BEGIN DATA FOR THIS TASK
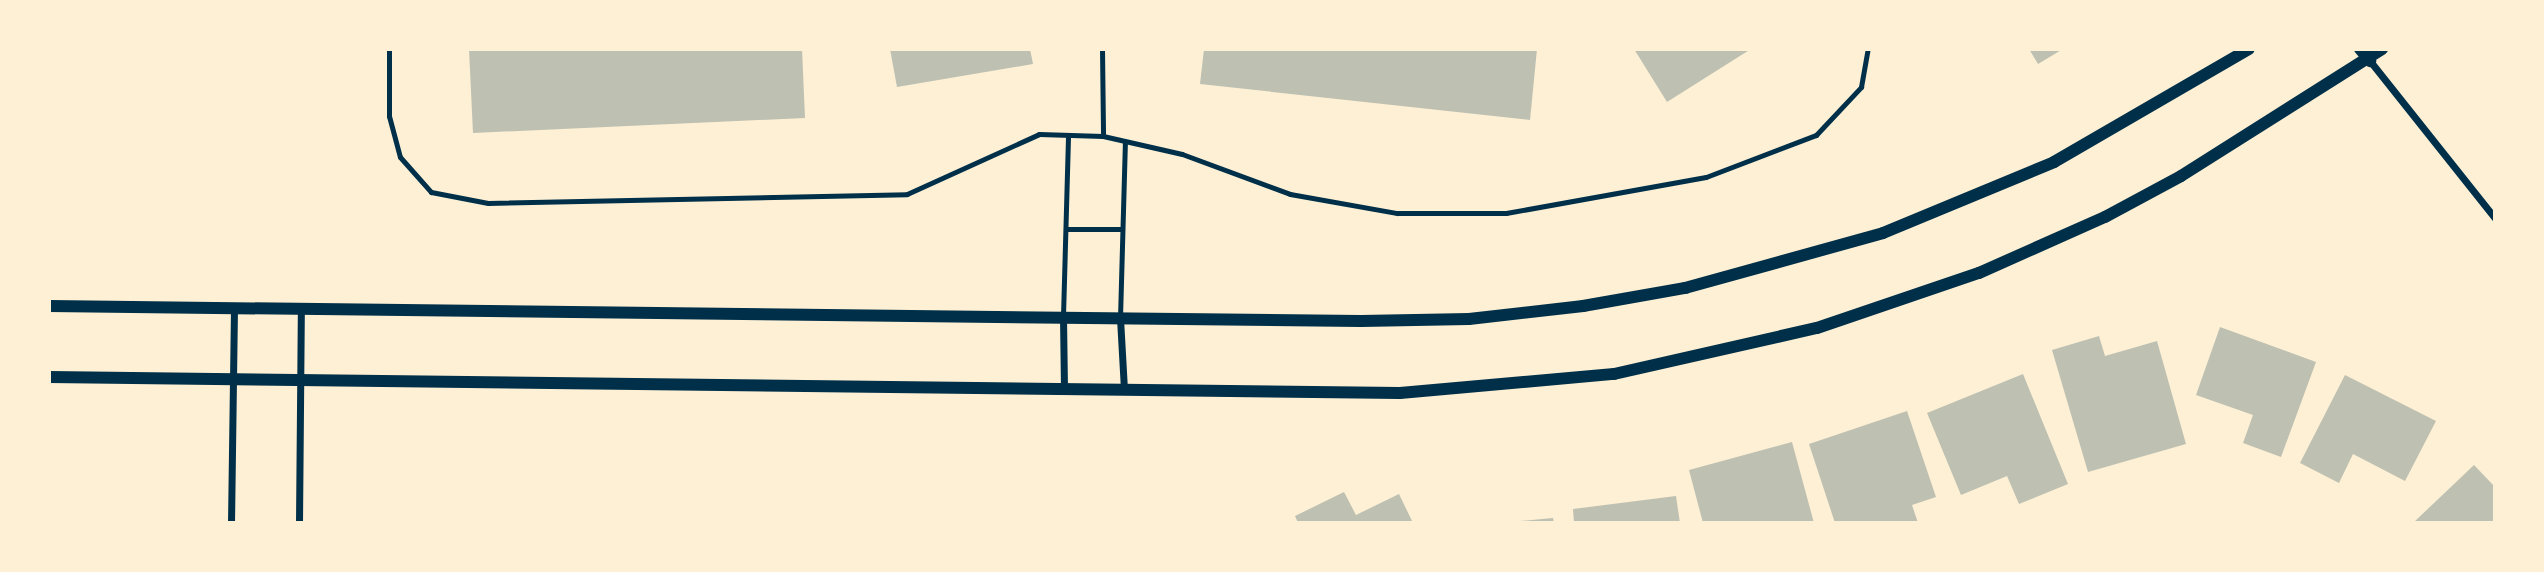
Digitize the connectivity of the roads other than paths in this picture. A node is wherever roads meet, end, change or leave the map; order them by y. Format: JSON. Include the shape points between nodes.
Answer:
{"nodes":[{"id":1,"x":389,"y":49,"type":"edge"},
{"id":2,"x":1102,"y":49,"type":"edge"},
{"id":3,"x":1868,"y":49,"type":"edge"},
{"id":4,"x":2249,"y":49,"type":"edge"},
{"id":5,"x":2360,"y":49,"type":"edge"},
{"id":6,"x":2382,"y":49,"type":"edge"},
{"id":7,"x":2370,"y":61,"type":"junction"},
{"id":8,"x":1068,"y":135,"type":"junction"},
{"id":9,"x":1103,"y":136,"type":"junction"},
{"id":10,"x":1125,"y":142,"type":"junction"},
{"id":11,"x":2495,"y":218,"type":"edge"},
{"id":12,"x":1066,"y":229,"type":"junction"},
{"id":13,"x":1122,"y":229,"type":"junction"},
{"id":14,"x":49,"y":306,"type":"edge"},
{"id":15,"x":234,"y":307,"type":"junction"},
{"id":16,"x":302,"y":308,"type":"junction"},
{"id":17,"x":1063,"y":316,"type":"junction"},
{"id":18,"x":1120,"y":318,"type":"junction"},
{"id":19,"x":49,"y":377,"type":"edge"},
{"id":20,"x":233,"y":379,"type":"junction"},
{"id":21,"x":300,"y":379,"type":"junction"},
{"id":22,"x":1064,"y":389,"type":"junction"},
{"id":23,"x":1124,"y":390,"type":"junction"},
{"id":24,"x":230,"y":523,"type":"edge"},
{"id":25,"x":299,"y":523,"type":"edge"}],
"edges":[{"from":1,"to":8,"type":"lane","via":[[389,116],[400,157],[431,192],[488,203],[906,194],[1038,134]]},
{"from":2,"to":9,"type":"lane"},
{"from":3,"to":10,"type":"lane","via":[[1861,88],[1816,135],[1706,177],[1506,213],[1397,213],[1290,194],[1182,155]]},
{"from":4,"to":18,"type":"street","via":[[2125,124],[1971,199],[1804,258],[1685,288],[1583,306],[1469,318]]},
{"from":5,"to":7,"type":"street"},
{"from":6,"to":7,"type":"street"},
{"from":7,"to":11,"type":"street"},
{"from":7,"to":23,"type":"street","via":[[2105,217],[1979,273],[1817,328],[1614,374],[1516,385],[1400,393]]},
{"from":8,"to":9,"type":"lane"},
{"from":8,"to":12,"type":"lane"},
{"from":9,"to":10,"type":"lane"},
{"from":10,"to":13,"type":"lane"},
{"from":12,"to":13,"type":"lane"},
{"from":12,"to":17,"type":"lane"},
{"from":13,"to":18,"type":"lane"},
{"from":14,"to":15,"type":"street"},
{"from":15,"to":16,"type":"street"},
{"from":15,"to":20,"type":"street"},
{"from":16,"to":17,"type":"street"},
{"from":16,"to":21,"type":"street"},
{"from":17,"to":18,"type":"street"},
{"from":17,"to":22,"type":"street"},
{"from":18,"to":23,"type":"street"},
{"from":19,"to":20,"type":"street"},
{"from":20,"to":21,"type":"street"},
{"from":20,"to":24,"type":"street"},
{"from":21,"to":22,"type":"street"},
{"from":21,"to":25,"type":"street"},
{"from":22,"to":23,"type":"street"}]}
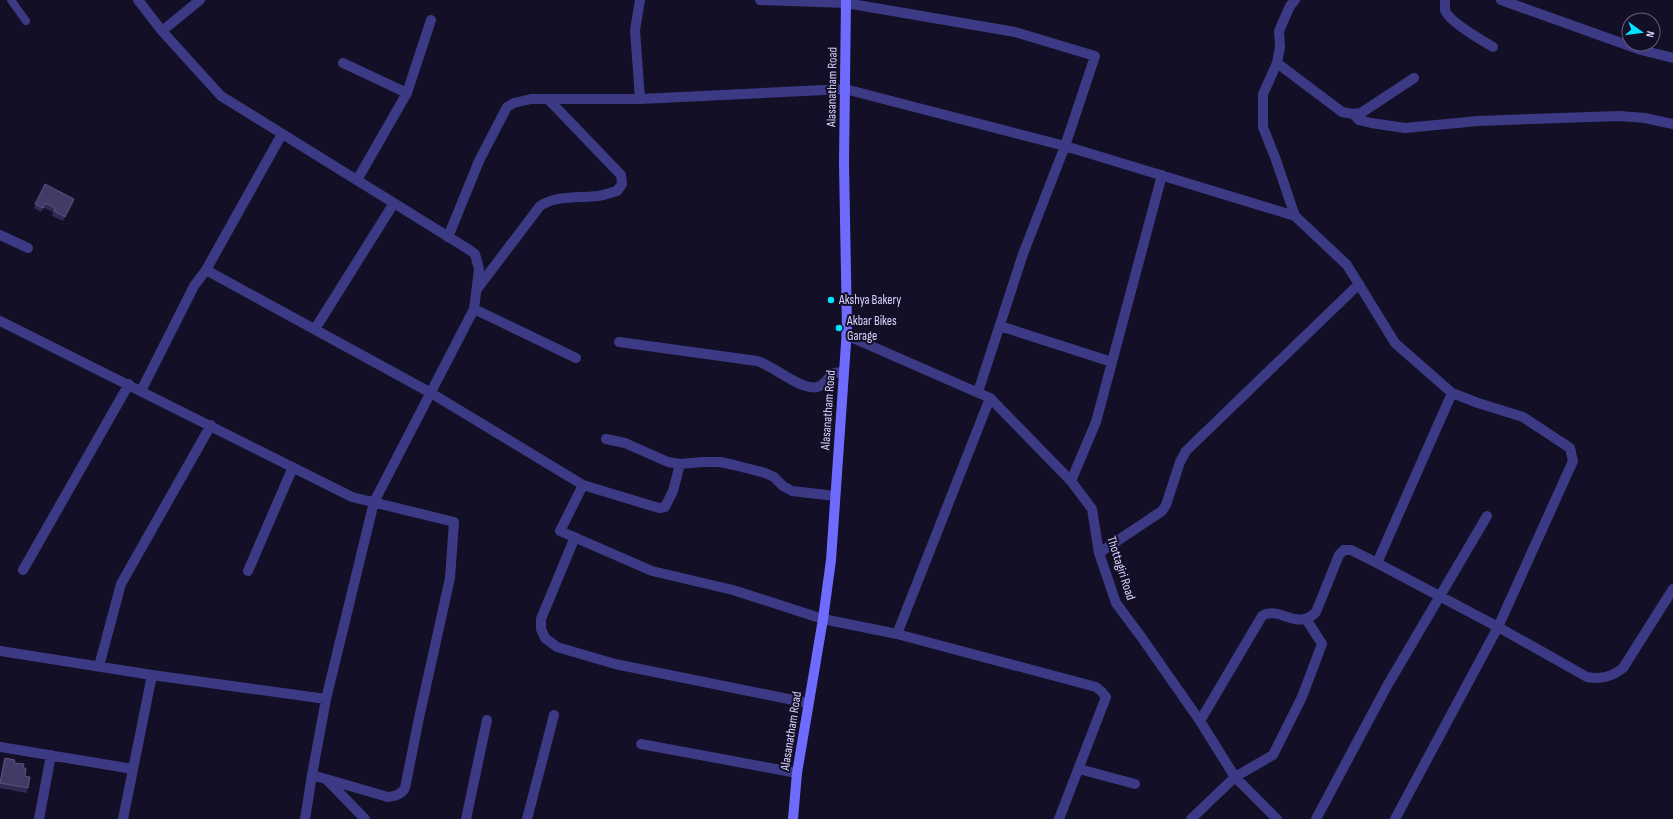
END DATA FOR THIS TASK
■ ASSIGNMENT
A single number is the whole answer: how many lines of the records contain the word "nodes".

■ RESPONSE
2